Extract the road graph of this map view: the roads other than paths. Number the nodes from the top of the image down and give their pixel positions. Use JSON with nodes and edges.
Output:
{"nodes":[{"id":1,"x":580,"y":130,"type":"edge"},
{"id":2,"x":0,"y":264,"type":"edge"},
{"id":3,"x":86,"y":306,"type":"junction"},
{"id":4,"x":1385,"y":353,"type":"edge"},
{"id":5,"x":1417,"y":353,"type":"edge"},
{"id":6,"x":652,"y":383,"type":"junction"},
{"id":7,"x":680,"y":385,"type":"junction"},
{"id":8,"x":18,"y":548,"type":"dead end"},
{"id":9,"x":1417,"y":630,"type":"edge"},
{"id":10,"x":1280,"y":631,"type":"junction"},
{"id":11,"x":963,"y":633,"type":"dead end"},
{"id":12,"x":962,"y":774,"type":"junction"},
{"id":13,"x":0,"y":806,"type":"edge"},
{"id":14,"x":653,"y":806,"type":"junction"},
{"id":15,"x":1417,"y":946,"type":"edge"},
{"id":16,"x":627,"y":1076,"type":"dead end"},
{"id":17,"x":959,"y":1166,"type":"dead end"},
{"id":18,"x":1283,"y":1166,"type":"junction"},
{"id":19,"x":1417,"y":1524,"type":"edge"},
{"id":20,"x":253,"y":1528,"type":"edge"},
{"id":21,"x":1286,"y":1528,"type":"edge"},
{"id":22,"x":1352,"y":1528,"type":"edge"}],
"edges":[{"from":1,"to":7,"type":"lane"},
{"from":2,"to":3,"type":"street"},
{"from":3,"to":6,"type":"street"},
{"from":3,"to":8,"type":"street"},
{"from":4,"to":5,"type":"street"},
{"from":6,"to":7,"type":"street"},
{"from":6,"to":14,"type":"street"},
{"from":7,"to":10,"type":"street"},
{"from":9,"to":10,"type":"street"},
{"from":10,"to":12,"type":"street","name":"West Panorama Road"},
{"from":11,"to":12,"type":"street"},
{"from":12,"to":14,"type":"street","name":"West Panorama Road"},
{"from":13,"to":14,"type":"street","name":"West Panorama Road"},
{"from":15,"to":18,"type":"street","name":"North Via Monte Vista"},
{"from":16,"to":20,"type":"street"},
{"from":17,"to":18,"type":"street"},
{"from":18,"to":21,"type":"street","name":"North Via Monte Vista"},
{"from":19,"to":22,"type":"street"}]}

__PROBLEM TO SOLVE__: Where the word "Panorama" shows up in a line of the listing, return that line.

__TASK RESPONSE__:
{"from":10,"to":12,"type":"street","name":"West Panorama Road"},
{"from":12,"to":14,"type":"street","name":"West Panorama Road"},
{"from":13,"to":14,"type":"street","name":"West Panorama Road"},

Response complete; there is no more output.